The problem
Only one portion of the data is to be written out: from the line bearing "M 1024,0 L 1074,48 L 1234,119" through the line bearing "M 684,598 L 832,600". Write it exactly as it appears.

Stored data entries

# # # # # # #

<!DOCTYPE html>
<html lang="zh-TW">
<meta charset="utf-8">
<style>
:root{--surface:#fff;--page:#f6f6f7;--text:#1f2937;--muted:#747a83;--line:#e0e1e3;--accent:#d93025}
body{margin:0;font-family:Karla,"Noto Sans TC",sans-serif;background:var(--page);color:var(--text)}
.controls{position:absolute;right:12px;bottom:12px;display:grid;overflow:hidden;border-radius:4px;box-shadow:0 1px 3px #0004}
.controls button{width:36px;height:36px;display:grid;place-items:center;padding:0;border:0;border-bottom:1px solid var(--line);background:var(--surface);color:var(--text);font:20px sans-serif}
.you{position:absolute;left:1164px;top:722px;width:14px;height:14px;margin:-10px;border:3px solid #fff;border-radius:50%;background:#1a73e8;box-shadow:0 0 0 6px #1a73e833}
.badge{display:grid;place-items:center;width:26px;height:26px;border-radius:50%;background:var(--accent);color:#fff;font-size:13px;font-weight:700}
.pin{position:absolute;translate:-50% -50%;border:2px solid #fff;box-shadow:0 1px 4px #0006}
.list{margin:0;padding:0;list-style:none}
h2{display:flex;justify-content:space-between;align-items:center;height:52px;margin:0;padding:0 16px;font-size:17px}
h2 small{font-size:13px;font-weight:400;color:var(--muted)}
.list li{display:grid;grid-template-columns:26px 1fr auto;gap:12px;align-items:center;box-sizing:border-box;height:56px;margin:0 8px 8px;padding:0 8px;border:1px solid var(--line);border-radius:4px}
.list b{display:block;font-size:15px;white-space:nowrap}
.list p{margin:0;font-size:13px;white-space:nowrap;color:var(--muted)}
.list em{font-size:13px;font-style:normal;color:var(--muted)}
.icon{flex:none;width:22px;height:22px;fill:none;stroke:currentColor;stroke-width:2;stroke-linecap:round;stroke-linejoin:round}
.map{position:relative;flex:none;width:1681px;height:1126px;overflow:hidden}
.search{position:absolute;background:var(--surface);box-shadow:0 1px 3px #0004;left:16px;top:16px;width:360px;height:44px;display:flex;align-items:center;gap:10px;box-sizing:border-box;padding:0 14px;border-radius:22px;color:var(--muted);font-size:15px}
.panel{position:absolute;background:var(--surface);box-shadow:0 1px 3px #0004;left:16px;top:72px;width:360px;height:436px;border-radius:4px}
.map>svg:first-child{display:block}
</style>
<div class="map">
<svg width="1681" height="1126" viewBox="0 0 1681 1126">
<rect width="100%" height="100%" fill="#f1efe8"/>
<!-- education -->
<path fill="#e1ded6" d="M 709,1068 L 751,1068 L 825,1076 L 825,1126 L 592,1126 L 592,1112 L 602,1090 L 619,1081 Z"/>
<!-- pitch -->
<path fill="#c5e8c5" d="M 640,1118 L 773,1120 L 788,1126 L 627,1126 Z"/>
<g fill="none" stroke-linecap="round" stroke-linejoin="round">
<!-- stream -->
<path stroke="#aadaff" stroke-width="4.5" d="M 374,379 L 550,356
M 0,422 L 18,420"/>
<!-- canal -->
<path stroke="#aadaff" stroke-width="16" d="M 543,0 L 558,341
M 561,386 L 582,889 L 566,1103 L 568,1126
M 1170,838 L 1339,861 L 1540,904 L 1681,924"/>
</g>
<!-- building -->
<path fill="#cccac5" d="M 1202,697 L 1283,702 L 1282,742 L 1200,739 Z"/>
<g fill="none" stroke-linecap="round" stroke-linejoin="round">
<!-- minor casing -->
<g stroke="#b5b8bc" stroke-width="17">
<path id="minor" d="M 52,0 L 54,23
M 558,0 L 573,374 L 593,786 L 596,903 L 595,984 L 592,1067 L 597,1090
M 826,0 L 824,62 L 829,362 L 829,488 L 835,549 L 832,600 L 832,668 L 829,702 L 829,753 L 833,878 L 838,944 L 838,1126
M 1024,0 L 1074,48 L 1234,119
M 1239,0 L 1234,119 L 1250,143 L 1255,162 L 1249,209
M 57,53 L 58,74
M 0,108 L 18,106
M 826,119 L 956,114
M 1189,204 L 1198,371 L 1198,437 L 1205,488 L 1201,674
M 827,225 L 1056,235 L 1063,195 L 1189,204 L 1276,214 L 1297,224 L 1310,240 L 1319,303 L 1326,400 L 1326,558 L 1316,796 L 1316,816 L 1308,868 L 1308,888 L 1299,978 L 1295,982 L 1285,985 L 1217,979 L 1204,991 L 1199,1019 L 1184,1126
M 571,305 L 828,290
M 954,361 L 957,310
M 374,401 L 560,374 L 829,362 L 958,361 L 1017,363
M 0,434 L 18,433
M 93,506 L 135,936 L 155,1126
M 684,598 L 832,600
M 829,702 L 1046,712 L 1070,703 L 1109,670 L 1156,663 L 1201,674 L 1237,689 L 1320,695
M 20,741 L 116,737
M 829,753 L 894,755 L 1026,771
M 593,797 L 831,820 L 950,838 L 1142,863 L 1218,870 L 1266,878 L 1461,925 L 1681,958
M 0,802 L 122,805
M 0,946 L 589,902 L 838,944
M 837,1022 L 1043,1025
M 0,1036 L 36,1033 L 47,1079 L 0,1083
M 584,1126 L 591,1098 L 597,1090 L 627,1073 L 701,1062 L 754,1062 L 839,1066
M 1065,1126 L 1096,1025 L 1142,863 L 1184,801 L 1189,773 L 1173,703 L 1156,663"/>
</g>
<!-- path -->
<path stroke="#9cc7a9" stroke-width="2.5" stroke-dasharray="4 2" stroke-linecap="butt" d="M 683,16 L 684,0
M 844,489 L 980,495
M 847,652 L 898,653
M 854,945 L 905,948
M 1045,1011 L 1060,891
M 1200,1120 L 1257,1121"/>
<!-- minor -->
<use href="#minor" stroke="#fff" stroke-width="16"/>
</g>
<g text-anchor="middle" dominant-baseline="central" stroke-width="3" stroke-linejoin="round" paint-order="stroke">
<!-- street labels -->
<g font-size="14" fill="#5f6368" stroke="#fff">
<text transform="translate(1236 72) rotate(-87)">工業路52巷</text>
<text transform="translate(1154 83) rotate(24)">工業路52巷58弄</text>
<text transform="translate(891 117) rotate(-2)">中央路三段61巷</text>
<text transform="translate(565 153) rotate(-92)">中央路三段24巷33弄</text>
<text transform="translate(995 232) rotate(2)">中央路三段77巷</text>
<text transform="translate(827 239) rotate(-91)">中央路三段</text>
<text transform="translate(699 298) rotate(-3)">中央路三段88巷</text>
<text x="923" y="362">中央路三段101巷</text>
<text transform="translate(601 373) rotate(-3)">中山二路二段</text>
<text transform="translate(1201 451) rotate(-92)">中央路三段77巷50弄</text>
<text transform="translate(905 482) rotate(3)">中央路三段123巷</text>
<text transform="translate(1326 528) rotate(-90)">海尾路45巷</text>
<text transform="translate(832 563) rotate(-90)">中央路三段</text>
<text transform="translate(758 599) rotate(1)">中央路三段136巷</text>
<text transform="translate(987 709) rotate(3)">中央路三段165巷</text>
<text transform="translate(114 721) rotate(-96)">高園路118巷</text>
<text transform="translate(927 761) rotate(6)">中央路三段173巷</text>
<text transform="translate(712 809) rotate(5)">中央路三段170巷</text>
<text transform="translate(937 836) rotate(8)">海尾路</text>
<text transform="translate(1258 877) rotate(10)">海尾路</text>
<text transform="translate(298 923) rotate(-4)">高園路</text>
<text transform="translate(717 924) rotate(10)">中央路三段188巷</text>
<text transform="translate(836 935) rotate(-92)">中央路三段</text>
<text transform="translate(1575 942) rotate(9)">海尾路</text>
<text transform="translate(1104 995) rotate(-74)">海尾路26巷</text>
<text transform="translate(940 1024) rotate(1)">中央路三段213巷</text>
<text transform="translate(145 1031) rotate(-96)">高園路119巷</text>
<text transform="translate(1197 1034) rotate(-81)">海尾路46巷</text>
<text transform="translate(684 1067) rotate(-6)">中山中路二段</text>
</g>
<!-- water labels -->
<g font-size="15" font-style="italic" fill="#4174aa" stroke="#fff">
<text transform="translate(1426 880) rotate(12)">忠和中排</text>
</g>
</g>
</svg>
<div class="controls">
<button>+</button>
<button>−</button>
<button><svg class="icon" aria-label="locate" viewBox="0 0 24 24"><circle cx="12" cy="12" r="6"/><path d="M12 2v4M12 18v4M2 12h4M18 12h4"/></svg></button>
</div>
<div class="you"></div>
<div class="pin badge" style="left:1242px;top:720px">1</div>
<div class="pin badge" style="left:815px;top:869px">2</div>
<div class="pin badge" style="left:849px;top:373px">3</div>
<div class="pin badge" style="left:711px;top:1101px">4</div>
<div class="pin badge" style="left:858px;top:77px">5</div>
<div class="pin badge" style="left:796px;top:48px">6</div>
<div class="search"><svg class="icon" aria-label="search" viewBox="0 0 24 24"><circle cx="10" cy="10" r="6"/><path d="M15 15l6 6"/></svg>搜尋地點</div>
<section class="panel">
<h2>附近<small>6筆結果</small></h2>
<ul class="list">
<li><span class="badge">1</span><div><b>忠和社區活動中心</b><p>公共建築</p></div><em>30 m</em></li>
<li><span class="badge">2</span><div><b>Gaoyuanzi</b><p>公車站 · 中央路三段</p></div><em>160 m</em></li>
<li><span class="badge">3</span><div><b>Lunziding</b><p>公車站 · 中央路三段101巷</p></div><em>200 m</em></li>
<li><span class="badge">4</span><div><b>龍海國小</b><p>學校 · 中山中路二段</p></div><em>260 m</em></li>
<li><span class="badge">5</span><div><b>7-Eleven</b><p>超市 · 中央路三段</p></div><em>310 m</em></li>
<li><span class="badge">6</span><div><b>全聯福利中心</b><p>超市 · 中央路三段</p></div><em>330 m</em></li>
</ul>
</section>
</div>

# # # # # # #

Task answer
M 1024,0 L 1074,48 L 1234,119
M 1239,0 L 1234,119 L 1250,143 L 1255,162 L 1249,209
M 57,53 L 58,74
M 0,108 L 18,106
M 826,119 L 956,114
M 1189,204 L 1198,371 L 1198,437 L 1205,488 L 1201,674
M 827,225 L 1056,235 L 1063,195 L 1189,204 L 1276,214 L 1297,224 L 1310,240 L 1319,303 L 1326,400 L 1326,558 L 1316,796 L 1316,816 L 1308,868 L 1308,888 L 1299,978 L 1295,982 L 1285,985 L 1217,979 L 1204,991 L 1199,1019 L 1184,1126
M 571,305 L 828,290
M 954,361 L 957,310
M 374,401 L 560,374 L 829,362 L 958,361 L 1017,363
M 0,434 L 18,433
M 93,506 L 135,936 L 155,1126
M 684,598 L 832,600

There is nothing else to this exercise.